## EXERCISE BRIEF
This exercise asks for every line of the material that includes the word "Furtivos".

## MATERIAL SUPPLIED
──────────────────────────────

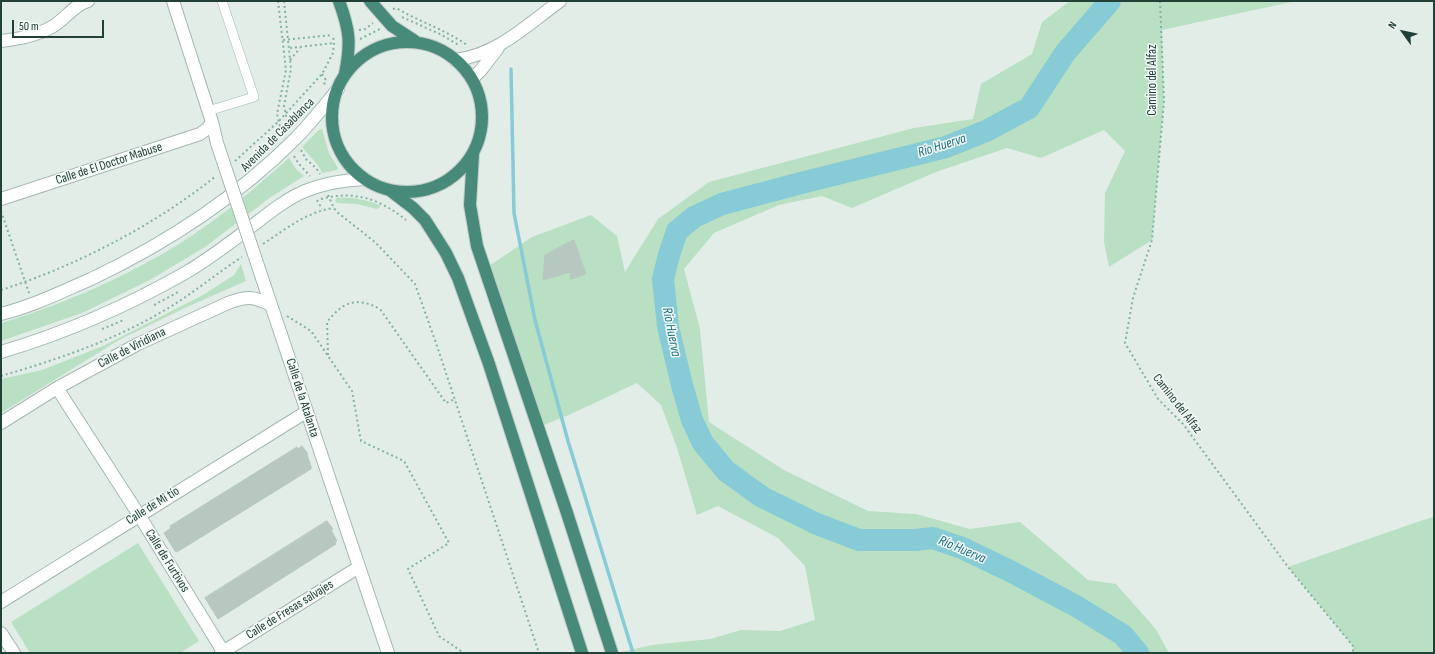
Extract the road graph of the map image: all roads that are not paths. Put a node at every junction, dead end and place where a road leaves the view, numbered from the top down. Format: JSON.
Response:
{"nodes":[{"id":1,"x":88,"y":1,"type":"edge"},
{"id":2,"x":173,"y":1,"type":"edge"},
{"id":3,"x":222,"y":1,"type":"edge"},
{"id":4,"x":339,"y":1,"type":"edge"},
{"id":5,"x":370,"y":1,"type":"edge"},
{"id":6,"x":560,"y":1,"type":"edge"},
{"id":7,"x":1,"y":41,"type":"edge"},
{"id":8,"x":416,"y":41,"type":"junction"},
{"id":9,"x":500,"y":45,"type":"junction"},
{"id":10,"x":455,"y":60,"type":"junction"},
{"id":11,"x":345,"y":76,"type":"junction"},
{"id":12,"x":472,"y":79,"type":"junction"},
{"id":13,"x":338,"y":89,"type":"junction"},
{"id":14,"x":210,"y":116,"type":"junction"},
{"id":15,"x":473,"y":154,"type":"junction"},
{"id":16,"x":365,"y":179,"type":"junction"},
{"id":17,"x":391,"y":191,"type":"junction"},
{"id":18,"x":1,"y":199,"type":"edge"},
{"id":19,"x":271,"y":305,"type":"junction"},
{"id":20,"x":1,"y":314,"type":"edge"},
{"id":21,"x":1,"y":352,"type":"edge"},
{"id":22,"x":57,"y":388,"type":"junction"},
{"id":23,"x":306,"y":412,"type":"junction"},
{"id":24,"x":1,"y":423,"type":"edge"},
{"id":25,"x":139,"y":515,"type":"junction"},
{"id":26,"x":359,"y":567,"type":"junction"},
{"id":27,"x":1,"y":602,"type":"edge"},
{"id":28,"x":1,"y":633,"type":"edge"},
{"id":29,"x":223,"y":652,"type":"edge"},
{"id":30,"x":14,"y":653,"type":"edge"},
{"id":31,"x":388,"y":653,"type":"edge"},
{"id":32,"x":582,"y":653,"type":"edge"},
{"id":33,"x":612,"y":653,"type":"edge"}],
"edges":[{"from":1,"to":7,"type":"street"},
{"from":2,"to":14,"type":"street","name":"Calle de la Atalanta"},
{"from":3,"to":14,"type":"street"},
{"from":4,"to":11,"type":"highway"},
{"from":5,"to":8,"type":"highway"},
{"from":6,"to":9,"type":"street"},
{"from":8,"to":10,"type":"highway"},
{"from":8,"to":11,"type":"highway"},
{"from":9,"to":10,"type":"street"},
{"from":9,"to":12,"type":"street"},
{"from":10,"to":12,"type":"highway"},
{"from":11,"to":13,"type":"highway"},
{"from":12,"to":15,"type":"highway"},
{"from":13,"to":16,"type":"highway"},
{"from":13,"to":20,"type":"street","name":"Avenida de Casablanca"},
{"from":14,"to":18,"type":"street","name":"Calle de El Doctor Mabuse"},
{"from":14,"to":19,"type":"street","name":"Calle de la Atalanta","bridge":true},
{"from":15,"to":17,"type":"highway"},
{"from":15,"to":33,"type":"highway"},
{"from":16,"to":17,"type":"highway"},
{"from":16,"to":21,"type":"street"},
{"from":17,"to":32,"type":"highway"},
{"from":19,"to":22,"type":"street","name":"Calle de Viridiana"},
{"from":19,"to":23,"type":"street","name":"Calle de la Atalanta"},
{"from":22,"to":24,"type":"street","name":"Calle de Viridiana"},
{"from":22,"to":25,"type":"street","name":"Calle de Furtivos"},
{"from":23,"to":25,"type":"street","name":"Calle de Mi tío"},
{"from":23,"to":26,"type":"street","name":"Calle de la Atalanta"},
{"from":25,"to":27,"type":"street","name":"Calle de Mi tío"},
{"from":25,"to":29,"type":"street","name":"Calle de Furtivos"},
{"from":26,"to":29,"type":"street","name":"Calle de Fresas salvajes"},
{"from":26,"to":31,"type":"street","name":"Calle de la Atalanta"},
{"from":28,"to":30,"type":"street"}]}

──────────────────────────────

## ANSWER SECTION
{"from":22,"to":25,"type":"street","name":"Calle de Furtivos"},
{"from":25,"to":29,"type":"street","name":"Calle de Furtivos"},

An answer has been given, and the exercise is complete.